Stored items

[Start of Attachment]

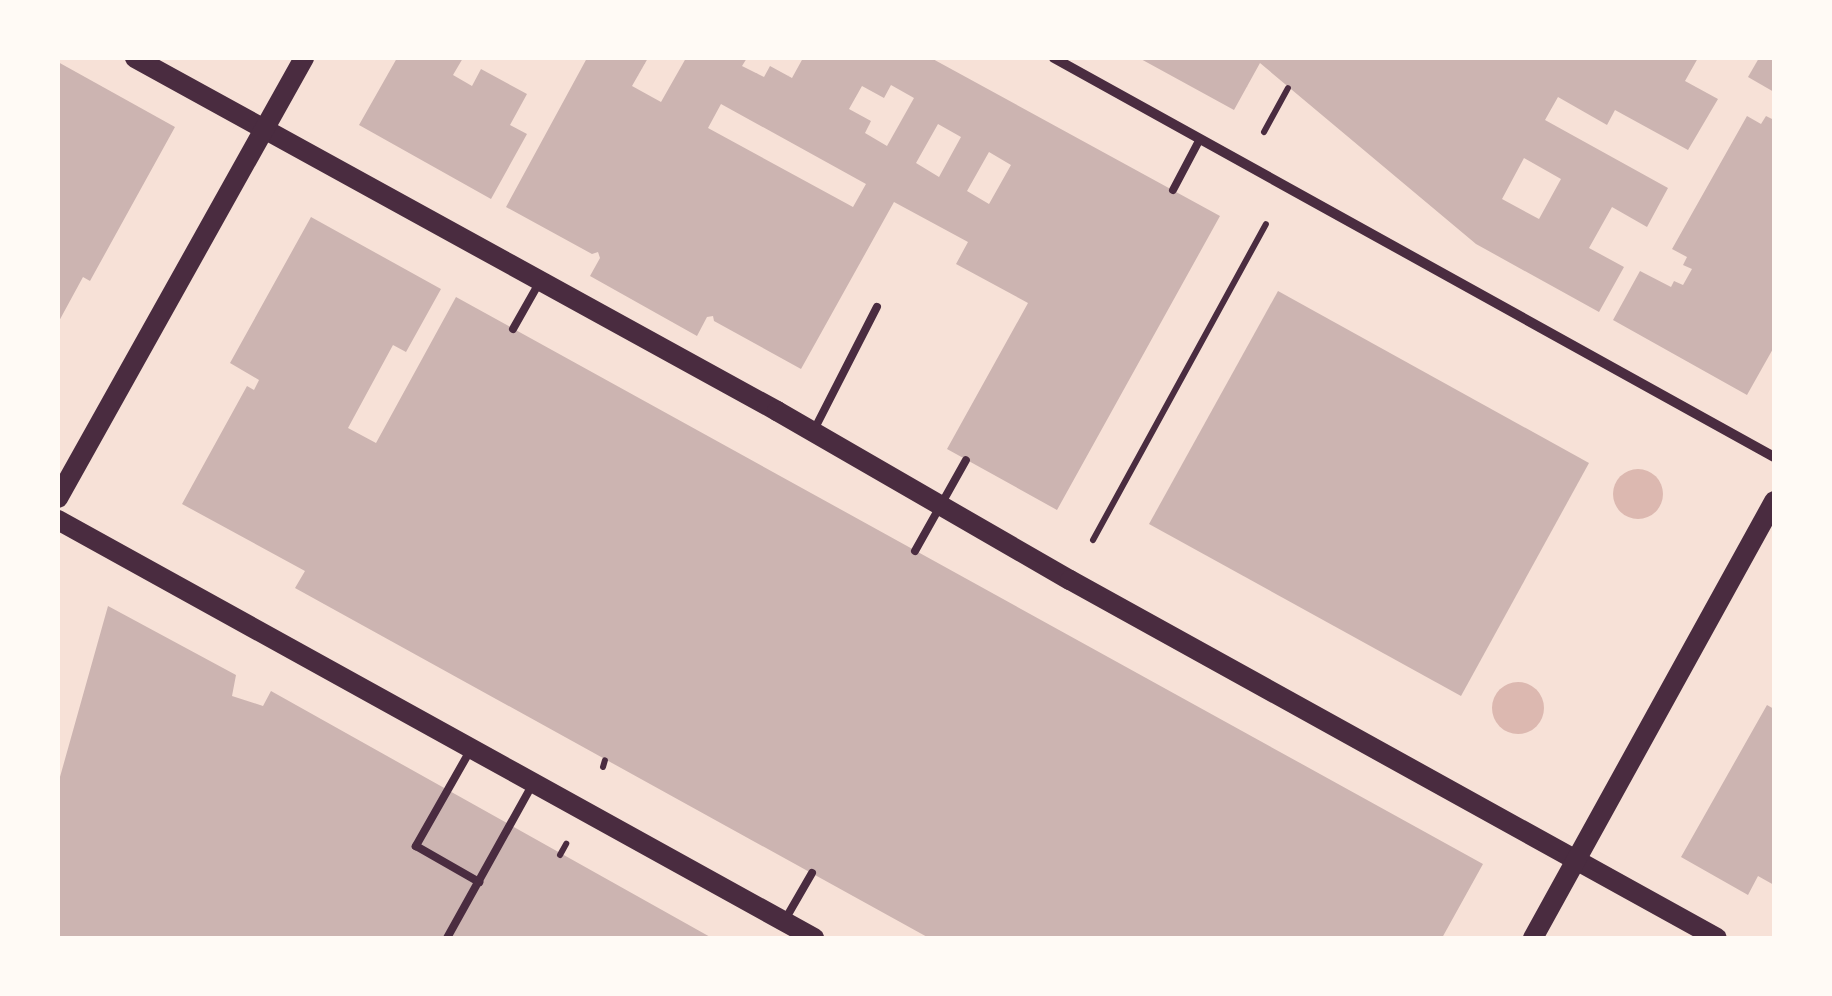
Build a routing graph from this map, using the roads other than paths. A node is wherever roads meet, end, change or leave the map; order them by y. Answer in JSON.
{"nodes":[{"id":1,"x":135,"y":58,"type":"edge"},
{"id":2,"x":304,"y":58,"type":"edge"},
{"id":3,"x":1054,"y":58,"type":"edge"},
{"id":4,"x":264,"y":130,"type":"junction"},
{"id":5,"x":1200,"y":139,"type":"junction"},
{"id":6,"x":1173,"y":190,"type":"dead end"},
{"id":7,"x":539,"y":283,"type":"junction"},
{"id":8,"x":877,"y":307,"type":"dead end"},
{"id":9,"x":513,"y":329,"type":"dead end"},
{"id":10,"x":813,"y":432,"type":"junction"},
{"id":11,"x":1774,"y":457,"type":"edge"},
{"id":12,"x":966,"y":460,"type":"dead end"},
{"id":13,"x":58,"y":498,"type":"edge"},
{"id":14,"x":1774,"y":502,"type":"edge"},
{"id":15,"x":940,"y":506,"type":"junction"},
{"id":16,"x":58,"y":520,"type":"edge"},
{"id":17,"x":915,"y":551,"type":"dead end"},
{"id":18,"x":471,"y":748,"type":"junction"},
{"id":19,"x":534,"y":784,"type":"junction"},
{"id":20,"x":1576,"y":860,"type":"junction"},
{"id":21,"x":812,"y":873,"type":"dead end"},
{"id":22,"x":479,"y":882,"type":"junction"},
{"id":23,"x":784,"y":922,"type":"junction"},
{"id":24,"x":447,"y":938,"type":"edge"},
{"id":25,"x":814,"y":938,"type":"edge"},
{"id":26,"x":1533,"y":938,"type":"edge"},
{"id":27,"x":1718,"y":938,"type":"edge"}],
"edges":[{"from":1,"to":4,"type":"main road"},
{"from":2,"to":4,"type":"main road"},
{"from":3,"to":5,"type":"street"},
{"from":4,"to":7,"type":"main road"},
{"from":4,"to":13,"type":"main road"},
{"from":5,"to":6,"type":"lane"},
{"from":5,"to":11,"type":"street"},
{"from":7,"to":9,"type":"lane"},
{"from":7,"to":10,"type":"main road"},
{"from":8,"to":10,"type":"lane"},
{"from":10,"to":15,"type":"main road"},
{"from":12,"to":15,"type":"lane"},
{"from":14,"to":20,"type":"main road"},
{"from":15,"to":17,"type":"lane"},
{"from":15,"to":20,"type":"main road"},
{"from":16,"to":18,"type":"main road"},
{"from":18,"to":19,"type":"main road"},
{"from":18,"to":22,"type":"lane"},
{"from":19,"to":22,"type":"lane"},
{"from":19,"to":23,"type":"main road"},
{"from":20,"to":26,"type":"main road"},
{"from":20,"to":27,"type":"main road"},
{"from":21,"to":23,"type":"lane"},
{"from":22,"to":24,"type":"lane"},
{"from":23,"to":25,"type":"main road"}]}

[End of Attachment]

● Task objective:
Write the data above out exactly. Leave out any pictures.

● Your solution:
Build a routing graph from this map, using the roads other than paths. A node is wherever roads meet, end, change or leave the map; order them by y. Answer in JSON.
{"nodes":[{"id":1,"x":135,"y":58,"type":"edge"},
{"id":2,"x":304,"y":58,"type":"edge"},
{"id":3,"x":1054,"y":58,"type":"edge"},
{"id":4,"x":264,"y":130,"type":"junction"},
{"id":5,"x":1200,"y":139,"type":"junction"},
{"id":6,"x":1173,"y":190,"type":"dead end"},
{"id":7,"x":539,"y":283,"type":"junction"},
{"id":8,"x":877,"y":307,"type":"dead end"},
{"id":9,"x":513,"y":329,"type":"dead end"},
{"id":10,"x":813,"y":432,"type":"junction"},
{"id":11,"x":1774,"y":457,"type":"edge"},
{"id":12,"x":966,"y":460,"type":"dead end"},
{"id":13,"x":58,"y":498,"type":"edge"},
{"id":14,"x":1774,"y":502,"type":"edge"},
{"id":15,"x":940,"y":506,"type":"junction"},
{"id":16,"x":58,"y":520,"type":"edge"},
{"id":17,"x":915,"y":551,"type":"dead end"},
{"id":18,"x":471,"y":748,"type":"junction"},
{"id":19,"x":534,"y":784,"type":"junction"},
{"id":20,"x":1576,"y":860,"type":"junction"},
{"id":21,"x":812,"y":873,"type":"dead end"},
{"id":22,"x":479,"y":882,"type":"junction"},
{"id":23,"x":784,"y":922,"type":"junction"},
{"id":24,"x":447,"y":938,"type":"edge"},
{"id":25,"x":814,"y":938,"type":"edge"},
{"id":26,"x":1533,"y":938,"type":"edge"},
{"id":27,"x":1718,"y":938,"type":"edge"}],
"edges":[{"from":1,"to":4,"type":"main road"},
{"from":2,"to":4,"type":"main road"},
{"from":3,"to":5,"type":"street"},
{"from":4,"to":7,"type":"main road"},
{"from":4,"to":13,"type":"main road"},
{"from":5,"to":6,"type":"lane"},
{"from":5,"to":11,"type":"street"},
{"from":7,"to":9,"type":"lane"},
{"from":7,"to":10,"type":"main road"},
{"from":8,"to":10,"type":"lane"},
{"from":10,"to":15,"type":"main road"},
{"from":12,"to":15,"type":"lane"},
{"from":14,"to":20,"type":"main road"},
{"from":15,"to":17,"type":"lane"},
{"from":15,"to":20,"type":"main road"},
{"from":16,"to":18,"type":"main road"},
{"from":18,"to":19,"type":"main road"},
{"from":18,"to":22,"type":"lane"},
{"from":19,"to":22,"type":"lane"},
{"from":19,"to":23,"type":"main road"},
{"from":20,"to":26,"type":"main road"},
{"from":20,"to":27,"type":"main road"},
{"from":21,"to":23,"type":"lane"},
{"from":22,"to":24,"type":"lane"},
{"from":23,"to":25,"type":"main road"}]}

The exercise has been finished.